Liberalizzazioni

DDL Concorrenza, la protesta dei taxi a Torino

Oltre 200 operatori in piazza contro il disegno di legge che prevede lo sviluppo di forme di mobilità alternative. Dove, secondo i manifestanti, a prenderne il controllo sarebbero le multinazionali e gli operatori senza licenza.

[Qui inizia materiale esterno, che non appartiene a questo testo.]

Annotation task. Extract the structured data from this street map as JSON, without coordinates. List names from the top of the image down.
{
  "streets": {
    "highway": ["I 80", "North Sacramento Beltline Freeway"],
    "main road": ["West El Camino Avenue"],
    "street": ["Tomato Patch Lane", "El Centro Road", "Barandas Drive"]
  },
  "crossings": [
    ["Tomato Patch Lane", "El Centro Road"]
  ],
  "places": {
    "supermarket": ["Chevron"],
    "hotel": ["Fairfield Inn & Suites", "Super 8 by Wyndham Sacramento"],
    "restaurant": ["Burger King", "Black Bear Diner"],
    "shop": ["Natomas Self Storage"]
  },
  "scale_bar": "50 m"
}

Corteo di 200 tassisti oggi in centro a Torino, da piazza Vittorio a piazza Castello. Motivo della protesta il DDL Concorrenza: “Ora basta, devono ascoltarci”. In testa alla lunga colonna di auto uno striscione con la scritta “Taxi Torino” e cartelli contro il premier Mario Draghi. “Il DDL Concorrenza - spiegano i manifestanti - è un modo per affossare la categoria in favore delle multinazionali. Chiediamo lo stralcio dell'articolo 10 in quando, dovesse passare, diventeremmo schiavi degli algoritmi. Abbiamo licenze, e abbiamo fatto sacrifici per averle. Non vogliamo che tutto ciò venga distrutto per fare un favore alle multinazionali”. Una delegazione di tassisti è stata ricevuta in Prefettura.

I punti contestati

L'articolo 10 prevede una delega al Governo per l' "adeguamento dell'offerta di servizi alle forme di mobilità che si svolgono mediante l'uso di applicazioni web che utilizzano piattaforme tecnologiche per l'interconnessione dei passeggeri e dei conducenti". In pratica, il Governo dovrà varare un decreto legislativo per disciplinare nuove forme di mobilità per mettere in contatto passeggeri e conducenti. Dove i tassisti si troverebbero in concorrenza con colossi come Uber e Lyft e, di conseguenza, con semplici cittadini disposti a trasportare passeggeri. Altro punto contestato del DDL Concorrenza, quello che chiede la "promozione della concorrenza, anche in sede di conferimento delle licenze, al fine di stimolare standard qualitativi più elevati".